United call for a Plant-Rich Europe

24

April

2026

Momentum is building behind a call to supermarkets to help create a plant-rich Europe.

Today (Friday) at the What's In Store: Protein and the Future of Retail summit in Berlin we launched a call for supermarkets to drive healthier, more sustainable food choices by rebalancing their plant and animal-source food sales in line with the Eat-Lancet Commission Planetary Health Diet (PHD).

Plant-Rich Europe: A Joint Path for Retailers and Society, is an initiative from Madre Brava, ProVeg International, WRI and WWF and already has the backing of 25 Civil Society Organisations from 12 European countries.

The call to action says retailers must measure, disclose, set targets and take action to rebalance the proportion of plant and animal food sales. 

The founding group calculated that, to stay on track to meet the goal of 75% of food sales being plant-based by 2050 (the PHD target), plants need to make up at least 60% of food sales by European supermarkets by 2035. 

The main shift needs to happen in the protein-source and dairy food groups. Protein-source food sales should be at least 33% plant-based (beans, lentils, nuts and seeds, for example) by 2035. Sales within the dairy category should be no more than 29% of all foods by 2035. 

The event in Berlin, where the call was launched, drew representatives of retailers from across Europe, including Ahold Delhaize from the Netherlands, Rewe and Lidl from Germany, Tesco from the UK, and Migros from Switzerland. 

Dr Sophie Attwood speaks to the audience at the What's in Store Summit in Berlin

Mariella Meyer, Senior Manager, Corporate Sustainability at WWF Switzerland, said: “This is a clear, united call from civil society, asking supermarkets to act now in a way that will provide their customers with healthy, affordable food and bring down the sector’s emissions.” 

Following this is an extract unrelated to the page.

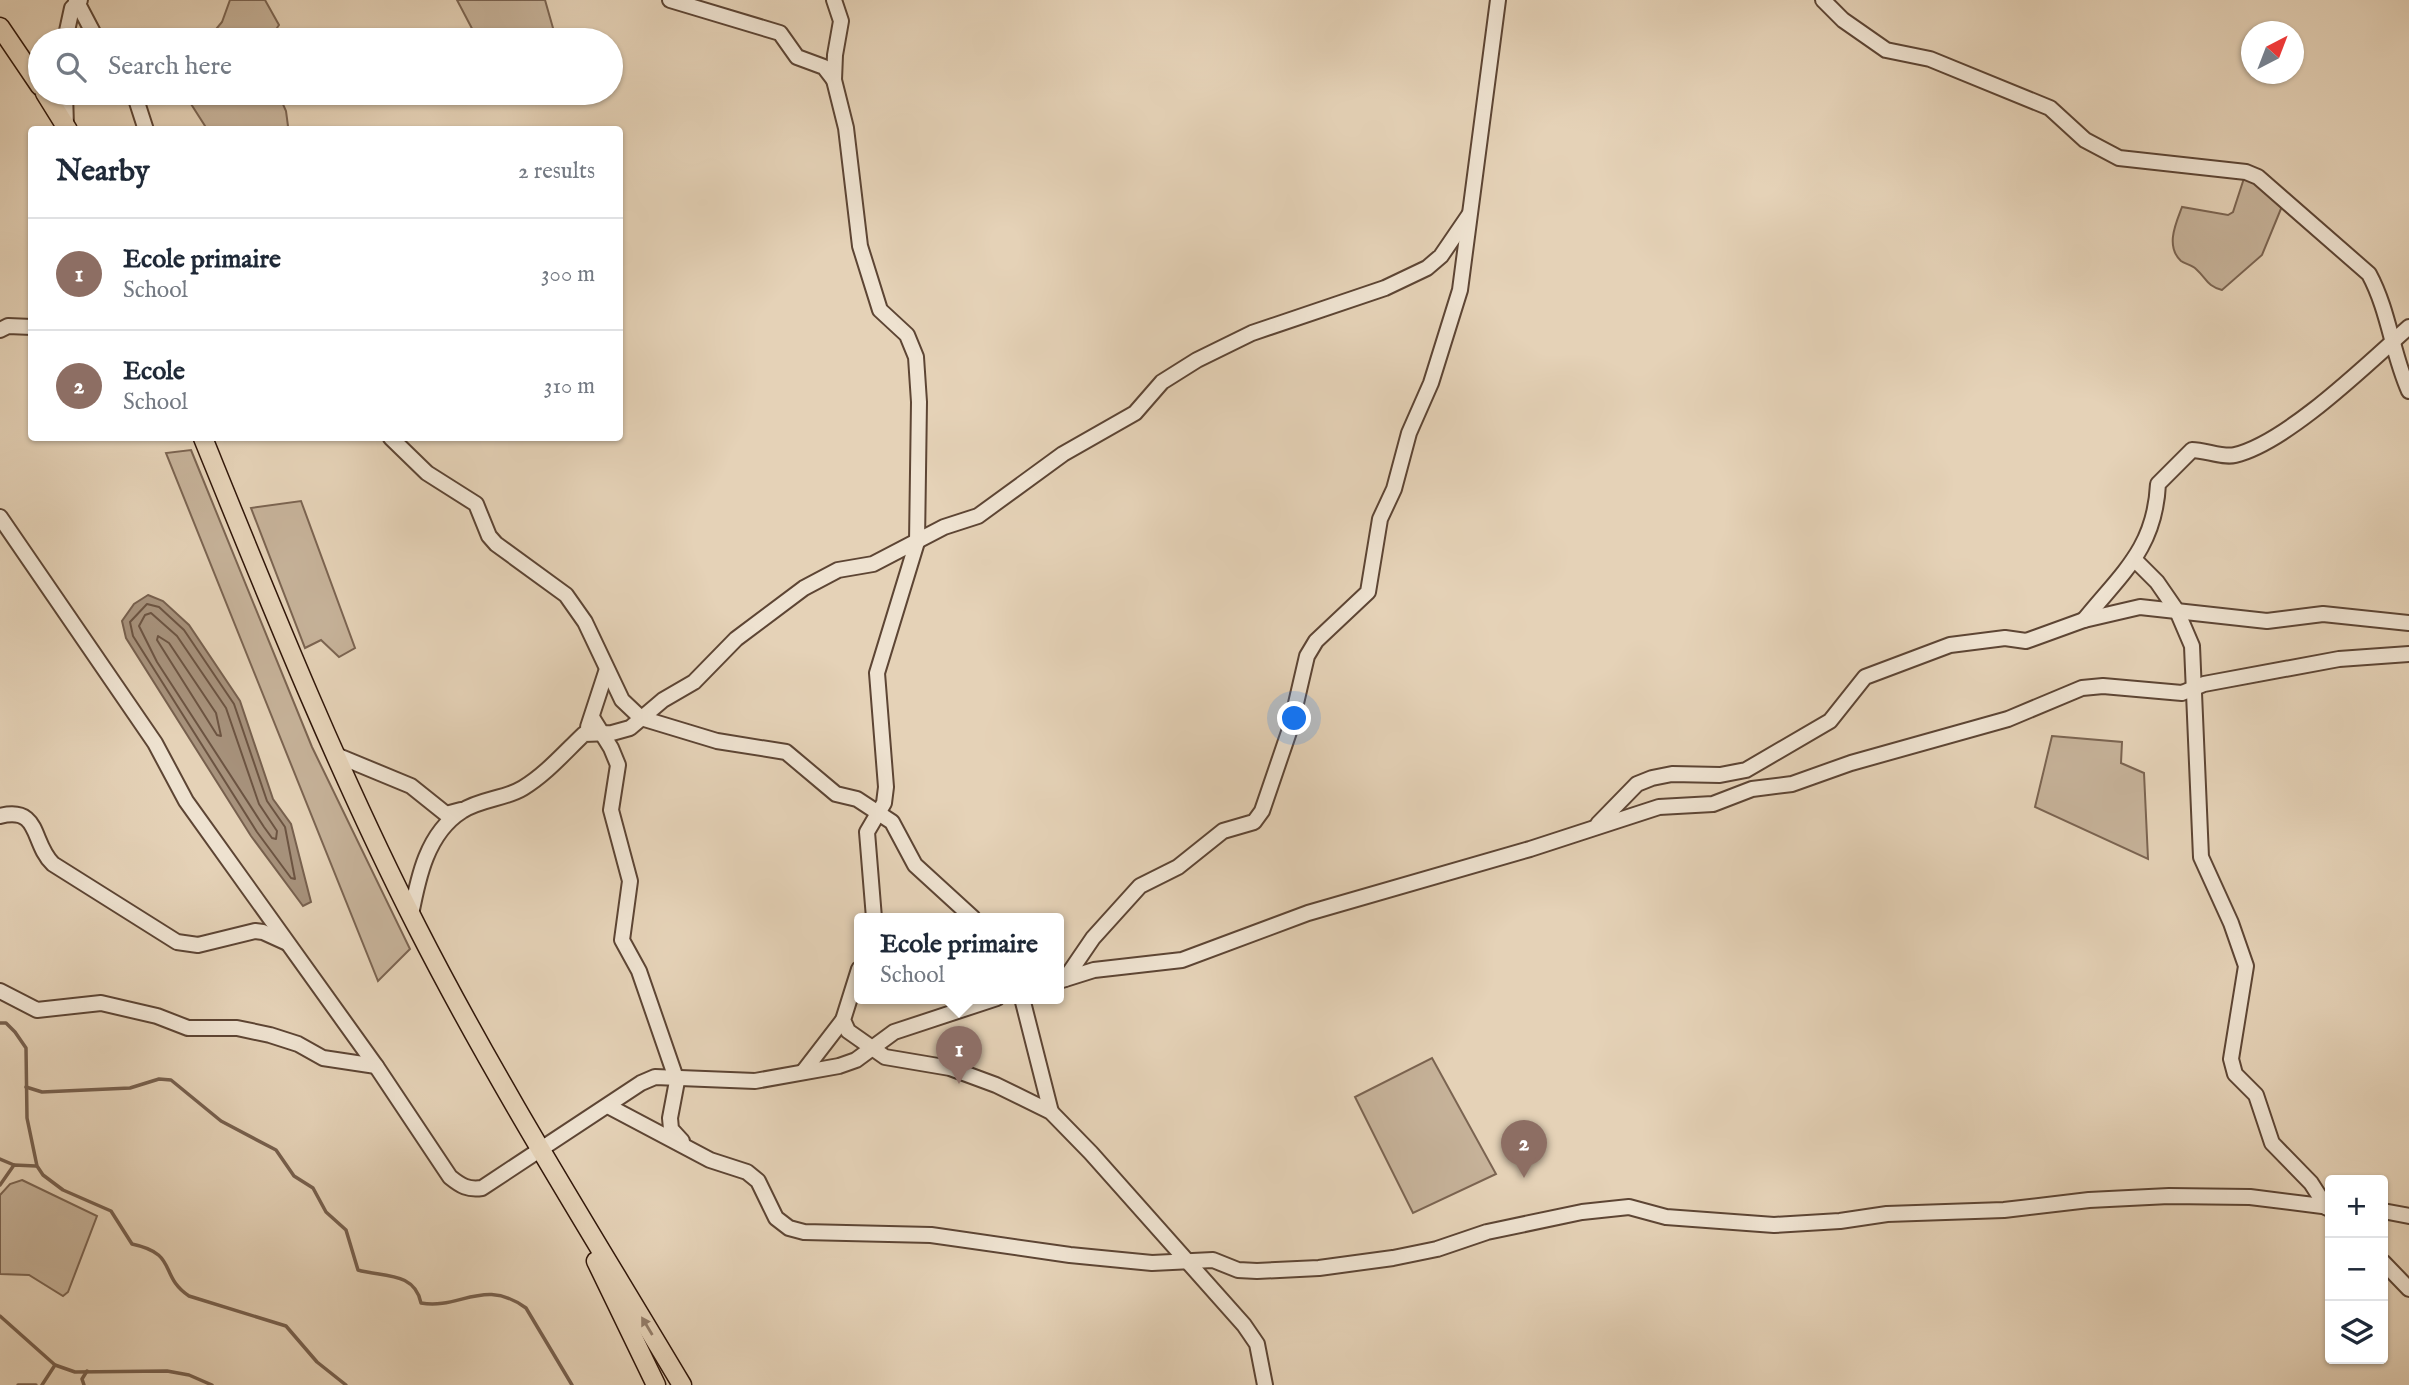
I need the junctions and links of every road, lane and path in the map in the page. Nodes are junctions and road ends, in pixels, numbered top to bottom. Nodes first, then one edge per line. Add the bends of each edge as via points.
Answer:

Supermarkets, the key player in a plant-rich Europe

Supermarkets must enable more plant-rich diets because:

  • Supermarkets are powerful gatekeepers of food environments, shaping what people buy and eat through product availability, pricing, placement and promotions - and therefore have decisive influence on dietary patterns.
  • Shifting diets towards plant-rich foods is essential to meet climate, nature and health goals, and current consumption of animal‑based foods in many European countries exceeds both health recommendations and planetary boundaries.
  • Supermarkets themselves face growing business and supply‑chain risks from continued reliance on animal‑based foods, including climate volatility, land and water constraints, and failure to meet science‑based climate and nature targets. This makes plant‑rich sales a core resilience and risk‑management strategy, not just a consumer choice issue.
  • On top of the climate, nature and health benefits, more plants and less meat and dairy represents an economic buffer for vulnerable families hit hard by the cost of living crisis.

“This call shows the consensus among civil society groups on the importance of the issue for planetary and human health, as well as strong agreement on who is best placed to act. It’s clear there is a huge appetite for action and great interest in being part of the solution,” said Nico Muzi, our Co-Founder and Chief Programmes Officer, “Civil society groups are challenging the supermarkets, but we’re also saying ‘we can support you in this shift’.”